Semper Fidelis/Semper Fi
Ricardo

MillRatUSMC
06-20-04, 01:39 PM
Correction on the word can instead of cam.
and the link;
http://www.geocities.com/millrat_99/fathers.html

Sorry...

Semper Fidelis/Semper Fi
Ricardo

lurchenstein
06-20-04, 02:03 PM
Good Post Ricardo! I hope the 3 idiots that "crapped on" your guest book will get a rude wakeup call.

Happy Father's Day to all fathers and fathers of fathers.
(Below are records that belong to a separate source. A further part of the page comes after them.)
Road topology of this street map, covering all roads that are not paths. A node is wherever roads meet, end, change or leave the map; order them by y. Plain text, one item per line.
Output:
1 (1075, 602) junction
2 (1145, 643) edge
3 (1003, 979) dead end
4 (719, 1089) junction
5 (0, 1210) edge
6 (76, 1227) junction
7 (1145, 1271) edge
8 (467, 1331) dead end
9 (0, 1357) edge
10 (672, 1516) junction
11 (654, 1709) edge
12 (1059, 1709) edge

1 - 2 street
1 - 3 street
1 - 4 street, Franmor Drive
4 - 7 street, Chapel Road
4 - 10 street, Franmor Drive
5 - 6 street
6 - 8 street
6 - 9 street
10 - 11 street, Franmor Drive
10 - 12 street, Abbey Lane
May all of you be well honored today!

MillRatUSMC
06-20-04, 02:23 PM
Another thing, I never have really notice the landscape of this Veteran's Memorial.
It's beautiful, with all the flowers in bloom.
There's also a lot of wild life around,
The Canada Geese. leave a bunch of poop,
In my mind, I think that those who give their lives.
Wouldn't object to the wild life and their poop.
While I was sitting there, I notice a man with a 3rd Recon pin.
I told him Semper Fi, he replied the same to me.
I told him that I was once a member of Bravo Company 3rd Recon.
His answer was , "No $hit, so was I in Vietnam!"
He was with another man, I took their picture.
I post as soon as can...
If you ever drive north or south on US 41 in northwest Indiana,
Stop in Munster, Indiana and view the Community Veteran's Memorial.
It's open 24 hours a day and it's lit up at night...it's free
You won't be disapointed if you do...

Semper Fidelis/Semper Fi
Ricardo

Toby M
06-20-04, 09:17 PM
My kids took me to see the "moving wall" during its' stop here in Idaho in a little Air Force town called Mt. Home. I walked the entire length of the wall with my 4 month old grandson in my arms. What a moving experience and one day I hope to see the real wall! This Father's Day gift was one of the best...

tophor
06-20-04, 11:46 PM
Happy Fathers Day to all!! Today was great, I had all 3 of my sons at my house and both grand daughters, but it was still empty. My wife's dad passed away Feb 22,04 and my father passed away Mar 4,04. It was the 1st time in 20+ years that my dad and I haven't gone fishing together when I was in CONUS. I went today, and I knew my dad was with me. SEMPER FI!! Again Happy Fathers Day to all!!!